Matthew Walker, associate director of global infrastructure, China markets at KPMG, which co-hosted CHINCA, said there has been a general trend by Chinese firms to move up the value chain as margins tighten in third-world countries.

That has led to moves into the Middle East and America along with interest in PPP markets, with the UK an “extension of that”.

Mr Walker said the timing of entry will depend on when major projects come on line, but said “some [Chinese contractors] would be interested in taking a JV approach”.

“The Chinese can bring liquidity and an alternative financing solution which, once it gets going and the UK has worked out how to tap that finance stream, will be very important for driving projects forward.”

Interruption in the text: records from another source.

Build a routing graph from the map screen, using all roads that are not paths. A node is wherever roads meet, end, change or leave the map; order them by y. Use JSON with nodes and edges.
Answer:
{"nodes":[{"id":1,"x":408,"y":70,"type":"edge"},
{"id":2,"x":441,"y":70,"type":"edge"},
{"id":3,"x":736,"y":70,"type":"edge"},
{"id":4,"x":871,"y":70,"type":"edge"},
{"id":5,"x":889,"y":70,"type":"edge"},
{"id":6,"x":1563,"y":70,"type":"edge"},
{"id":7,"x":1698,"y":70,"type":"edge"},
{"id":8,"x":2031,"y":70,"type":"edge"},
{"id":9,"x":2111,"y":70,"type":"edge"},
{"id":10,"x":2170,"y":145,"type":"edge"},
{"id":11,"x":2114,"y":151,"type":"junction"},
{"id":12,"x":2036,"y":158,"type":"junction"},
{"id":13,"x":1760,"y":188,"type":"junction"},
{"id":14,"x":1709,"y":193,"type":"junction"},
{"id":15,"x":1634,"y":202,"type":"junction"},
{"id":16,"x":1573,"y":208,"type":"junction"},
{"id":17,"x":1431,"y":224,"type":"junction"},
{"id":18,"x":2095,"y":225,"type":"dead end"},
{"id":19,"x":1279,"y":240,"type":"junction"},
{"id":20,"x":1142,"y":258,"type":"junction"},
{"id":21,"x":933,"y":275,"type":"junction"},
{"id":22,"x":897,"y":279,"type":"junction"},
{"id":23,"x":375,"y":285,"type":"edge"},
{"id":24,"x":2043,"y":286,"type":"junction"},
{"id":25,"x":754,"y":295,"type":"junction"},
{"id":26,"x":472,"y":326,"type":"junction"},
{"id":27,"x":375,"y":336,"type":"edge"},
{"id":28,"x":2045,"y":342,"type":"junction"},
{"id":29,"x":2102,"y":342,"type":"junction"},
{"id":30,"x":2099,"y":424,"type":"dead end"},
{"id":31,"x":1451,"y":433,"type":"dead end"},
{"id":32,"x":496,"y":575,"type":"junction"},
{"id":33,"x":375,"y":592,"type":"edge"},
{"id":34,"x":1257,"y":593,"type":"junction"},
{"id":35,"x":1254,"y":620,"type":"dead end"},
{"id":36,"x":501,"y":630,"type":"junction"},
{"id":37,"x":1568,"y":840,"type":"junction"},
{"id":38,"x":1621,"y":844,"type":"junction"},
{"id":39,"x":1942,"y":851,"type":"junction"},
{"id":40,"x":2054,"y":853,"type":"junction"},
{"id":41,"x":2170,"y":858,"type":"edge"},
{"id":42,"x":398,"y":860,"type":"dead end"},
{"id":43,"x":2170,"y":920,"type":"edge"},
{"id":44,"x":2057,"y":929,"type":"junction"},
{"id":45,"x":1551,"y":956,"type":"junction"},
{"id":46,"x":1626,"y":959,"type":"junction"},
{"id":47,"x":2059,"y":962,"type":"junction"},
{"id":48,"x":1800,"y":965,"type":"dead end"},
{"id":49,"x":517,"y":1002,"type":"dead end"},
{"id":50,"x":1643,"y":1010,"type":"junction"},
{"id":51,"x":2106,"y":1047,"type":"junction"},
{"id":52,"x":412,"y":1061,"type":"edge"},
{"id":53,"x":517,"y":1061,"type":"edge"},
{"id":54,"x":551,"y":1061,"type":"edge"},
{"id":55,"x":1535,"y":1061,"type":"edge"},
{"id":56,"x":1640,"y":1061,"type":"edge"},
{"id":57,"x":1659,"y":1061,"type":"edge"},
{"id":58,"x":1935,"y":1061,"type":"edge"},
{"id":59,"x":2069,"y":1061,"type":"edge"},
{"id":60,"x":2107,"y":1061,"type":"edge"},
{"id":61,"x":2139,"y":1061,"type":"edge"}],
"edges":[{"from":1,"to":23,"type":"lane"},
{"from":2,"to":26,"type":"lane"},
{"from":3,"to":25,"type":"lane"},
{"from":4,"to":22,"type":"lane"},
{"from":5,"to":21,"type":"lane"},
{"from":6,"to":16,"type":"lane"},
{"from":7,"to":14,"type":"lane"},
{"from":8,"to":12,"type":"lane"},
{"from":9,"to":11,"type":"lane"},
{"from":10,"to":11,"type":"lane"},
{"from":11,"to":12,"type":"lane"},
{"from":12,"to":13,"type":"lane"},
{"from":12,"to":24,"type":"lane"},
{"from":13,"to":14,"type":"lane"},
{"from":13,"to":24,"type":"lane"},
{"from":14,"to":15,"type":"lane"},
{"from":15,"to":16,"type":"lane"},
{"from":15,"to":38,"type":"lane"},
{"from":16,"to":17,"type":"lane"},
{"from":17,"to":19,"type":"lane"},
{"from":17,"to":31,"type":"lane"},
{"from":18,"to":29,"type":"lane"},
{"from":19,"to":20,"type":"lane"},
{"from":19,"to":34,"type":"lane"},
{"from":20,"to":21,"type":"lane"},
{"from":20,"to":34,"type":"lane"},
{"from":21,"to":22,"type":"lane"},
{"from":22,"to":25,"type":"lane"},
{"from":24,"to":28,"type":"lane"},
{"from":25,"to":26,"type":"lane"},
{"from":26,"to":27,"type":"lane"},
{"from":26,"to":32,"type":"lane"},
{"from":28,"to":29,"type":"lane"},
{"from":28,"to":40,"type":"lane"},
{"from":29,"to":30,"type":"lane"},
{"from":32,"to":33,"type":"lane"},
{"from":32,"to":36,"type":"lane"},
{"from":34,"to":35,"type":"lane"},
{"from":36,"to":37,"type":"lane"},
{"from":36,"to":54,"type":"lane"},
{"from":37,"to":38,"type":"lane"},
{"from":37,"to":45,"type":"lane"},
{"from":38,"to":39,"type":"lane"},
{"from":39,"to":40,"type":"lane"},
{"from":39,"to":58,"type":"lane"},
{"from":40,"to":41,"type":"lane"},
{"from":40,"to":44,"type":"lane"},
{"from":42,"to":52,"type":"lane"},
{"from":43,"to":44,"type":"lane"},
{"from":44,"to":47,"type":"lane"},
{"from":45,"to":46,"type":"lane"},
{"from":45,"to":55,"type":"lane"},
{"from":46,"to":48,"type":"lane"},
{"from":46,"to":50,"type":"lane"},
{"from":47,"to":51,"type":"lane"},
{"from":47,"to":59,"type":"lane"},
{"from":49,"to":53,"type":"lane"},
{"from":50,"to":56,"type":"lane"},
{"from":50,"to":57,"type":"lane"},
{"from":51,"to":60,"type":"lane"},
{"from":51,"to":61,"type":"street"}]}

But he added: “Chinese banks, particularly development banks, like to see substantial Chinese involvement in projects. The question is: if you want to have access to Chinese debt and finance, what’s the best way to get the Chinese involved? That comes back to tie-ups.”

Thames Tideway Tunnel chief Phil Stride said his team had been engaging with the markets in the UK, Europe and China as they seek investors and contractors.

He told CN that Chinese contractors have expressed interest in UK work but had not had discussions on the Thames Tideway.

Skanska chief financial controller Roger Bayliss, who worked in Hong Kong and China for 10 years before becoming BAA’s construction director, pointed to Chinese cladding work on the Cheesegrater.

“The reality is that [UK construction] has been using Chinese suppliers for some time. What people have now started to talk about is will the contractors themselves come over here?”

Projects of Chinese interest:

Rail: Crossrail 2 and High Speed 2 are being mooted by investment specialists as potential targets.

Water: The Thames Tideway Tunnel super sewer is said to be of particular interest. China Investment Corporation owns 9 per cent of Thames Water.

Roads: Potential road privatisation has led investment consultants to believe there is Chinese interest here, along with UK consortia and French and Spanish firms. Chinese companies have already bid for roads in Europe.

Commercial: State-backed fund Gingko Tree is understood to have taken a 49 per cent stake in £142m Co-op Manchester headquarters, while Chinese skyscraper specialist Yuanda secured a £300m cladding contract on the Cheesegrater.

Nuclear: China Guangdong Nuclear Power Corp has already held talks with EDF over a proposed partnership after the exit of Centrica from new nuclear projects.

Aviation: CIC has taken a 10 per cent stake in Heathrow Airport, which it bought from Spanish giant Ferrovial. Aviation is seen as a major long-term asset of attraction to the Chinese.

Readers' comments (1)

  • An interesting viewpoint. The construction industry and its supply chain must indeed move with the times, but it is critical that the procurement process for Government infrastructure projects recognises the benefits to the UK economy of UK-based firms carrying out the work. These benefits range from quality and health and safety, to sustainability and economic advantages for the industry and for the UK more broadly.

    Based on the multiplier effect, the National Infrastructure Plan could provide a boost to the UK economy of more than £100bn, but economic benefit of this scale won’t be seen if UK firms are sidelined. It is likely that such investors will bring their own supply chain with them. If UK firms don’t play a major part in infrastructure delivery, parts of the construction industry and its supply chain could be decimated. The BCSA’s campaign is raising awareness of just this issue.